Awesome, thank you for the update Deactivated user, I have put in an update to the document, appreciate the extra info!



Community Contributor


First: What an awesome resource!

Second: I miss the "Hello World"-chapter (or a link to it):

  • Where do i start?
  • Do i need a designated server?
  • Can i run scripts from a browser extension?

Those questions might be hopeless, but i believe this is where a lot of people crashes even if they have some coding skills.

Maybe a small example script and how you get it running?


Instructure Alumni
Instructure Alumni

Hey  @lars_vemund_sol , 

Short answer, no you don't need a dedicated server and yes you can run scripts from the browser, browser extensions, and browser-based apps, as well as native applications. I think the jumping in point of this content that is most relevant to your questions would be "Planning something to tackle." That's where Stuart starts talking about beginner tasks and tools you can use to accomplish them. 

Here is another useful post about a specific browser extension / browser app that people like to use: API Testing: Postman.

Also, the replies to this recent discussion provide a lot of other useful tools for interacting with API's 

Community Participant

Nice job,  @stuart_ryan !

Community Contributor

Greetings  @stuart_ryan  Smiley Happy

Thank you for this!

Have a SUPER Day!

Community Explorer

WOW. This is the best introduction to an API I've ever seen, and I'm only half-way down. I'm interrupting the read to go play with the Live API - genius! 

Community Explorer

Hi @stuart_ryan,

Thanks for posting this.  I was really interested in the developer keys and the new beta/test option that @bdalton_sales mentioned, but our consultant at Instructure is recommending Access Tokens for our internal development.  And the Access Tokens are a LOT easier to create.  What are your thoughts on which to use for internal development, not to be accessed by users? 

We actually already use the APIs to provision our courses and do some internal reporting, but we're looking to re-write things and expand it some.  We were hoping to get the scope & beta/test cluster option with the Access Tokens, but that doesn't look like an option.  So, I created a idea conversation to see if they could be "merged" for internal development, if you'd like to chime in.  🙂  (or anyone else, we'd love to know how others are doing this).


Community Member

I am an administrator who has full account access.  I am trying to determine if I could get assignment group percentages with the API for all users for all courses for each grading period (you can view this info in the Canvas gradebooks, so I imagine it should be possible...)

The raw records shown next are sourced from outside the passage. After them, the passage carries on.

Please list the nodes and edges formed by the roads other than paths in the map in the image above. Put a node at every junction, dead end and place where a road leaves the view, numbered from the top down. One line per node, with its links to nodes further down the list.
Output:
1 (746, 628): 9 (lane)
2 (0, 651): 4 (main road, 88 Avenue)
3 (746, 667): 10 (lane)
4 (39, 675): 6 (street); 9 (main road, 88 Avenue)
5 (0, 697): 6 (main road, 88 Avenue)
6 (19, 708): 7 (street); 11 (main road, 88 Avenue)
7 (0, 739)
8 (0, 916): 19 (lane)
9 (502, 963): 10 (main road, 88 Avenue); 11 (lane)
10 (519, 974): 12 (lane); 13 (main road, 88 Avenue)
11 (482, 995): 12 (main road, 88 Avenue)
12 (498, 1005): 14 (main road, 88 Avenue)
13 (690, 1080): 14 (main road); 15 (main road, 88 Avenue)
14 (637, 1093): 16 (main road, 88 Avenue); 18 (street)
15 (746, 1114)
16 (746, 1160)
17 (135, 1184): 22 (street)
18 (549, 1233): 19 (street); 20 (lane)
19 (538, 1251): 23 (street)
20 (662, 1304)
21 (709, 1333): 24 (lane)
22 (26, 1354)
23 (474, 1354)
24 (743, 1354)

Alas, I looked through the documentation, but it doesn't seem like this is something I can get.  Has anyone else tried for the same information and succeeded?   I just want to know if it's possible.

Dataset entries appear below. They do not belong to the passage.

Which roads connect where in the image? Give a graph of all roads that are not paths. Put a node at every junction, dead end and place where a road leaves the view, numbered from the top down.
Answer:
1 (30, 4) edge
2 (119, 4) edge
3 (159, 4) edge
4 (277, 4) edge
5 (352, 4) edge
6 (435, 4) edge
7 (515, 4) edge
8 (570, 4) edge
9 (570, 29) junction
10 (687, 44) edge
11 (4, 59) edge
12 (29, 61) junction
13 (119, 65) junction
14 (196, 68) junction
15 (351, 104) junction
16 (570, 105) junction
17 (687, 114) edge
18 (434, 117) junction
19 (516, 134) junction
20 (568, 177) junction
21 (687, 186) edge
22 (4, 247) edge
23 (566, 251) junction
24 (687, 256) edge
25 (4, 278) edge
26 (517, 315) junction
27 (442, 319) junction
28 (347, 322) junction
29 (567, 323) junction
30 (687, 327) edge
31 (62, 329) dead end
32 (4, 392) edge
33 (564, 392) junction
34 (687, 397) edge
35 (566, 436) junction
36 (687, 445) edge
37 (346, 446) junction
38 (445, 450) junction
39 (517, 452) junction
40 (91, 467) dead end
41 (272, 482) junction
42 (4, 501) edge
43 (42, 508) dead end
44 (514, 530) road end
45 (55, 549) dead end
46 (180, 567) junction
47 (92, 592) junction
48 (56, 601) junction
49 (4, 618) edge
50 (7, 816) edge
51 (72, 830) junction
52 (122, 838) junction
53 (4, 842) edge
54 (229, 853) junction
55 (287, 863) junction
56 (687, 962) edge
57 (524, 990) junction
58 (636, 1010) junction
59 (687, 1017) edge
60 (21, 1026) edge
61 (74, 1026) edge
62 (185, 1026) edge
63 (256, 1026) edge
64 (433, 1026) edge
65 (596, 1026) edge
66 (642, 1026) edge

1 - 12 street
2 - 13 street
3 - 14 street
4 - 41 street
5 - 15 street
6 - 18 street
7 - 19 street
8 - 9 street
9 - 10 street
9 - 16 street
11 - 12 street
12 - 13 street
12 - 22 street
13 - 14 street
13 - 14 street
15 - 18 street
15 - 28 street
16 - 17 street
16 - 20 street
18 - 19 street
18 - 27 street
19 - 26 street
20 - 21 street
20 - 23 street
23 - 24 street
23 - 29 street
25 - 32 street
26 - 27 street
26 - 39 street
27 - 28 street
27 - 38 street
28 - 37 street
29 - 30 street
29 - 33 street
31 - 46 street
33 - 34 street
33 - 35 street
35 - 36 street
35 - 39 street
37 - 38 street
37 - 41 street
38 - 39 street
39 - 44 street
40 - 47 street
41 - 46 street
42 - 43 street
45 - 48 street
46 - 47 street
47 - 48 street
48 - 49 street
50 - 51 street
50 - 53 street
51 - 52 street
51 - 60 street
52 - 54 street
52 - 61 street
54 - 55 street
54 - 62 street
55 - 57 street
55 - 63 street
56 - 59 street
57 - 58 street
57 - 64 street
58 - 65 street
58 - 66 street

If it's possible, my next step is to meet with a developer to get them to build me something for the report I need (eventually I want to learn how to do this myself, but I need this info ASAP).

Community Participant

Ryan, please give me the URL to where I should get started to learn about API and Canvas.  We have some needs that our IT folks are not prioritizint.  I have been a Canvas administrator for many years, but at my current job, I am only a sub account administrator for our School.  We have needs for customized reporting and we want to create a dashboard.  I should try to learn what I can.  Thank you for this fabulous information.  Can you recommend next steps?

Community Explorer

Thanks @stuart_ryan and thanks for the tip on logging.  I hadn't thought about that.  I'll add logging to my scripts.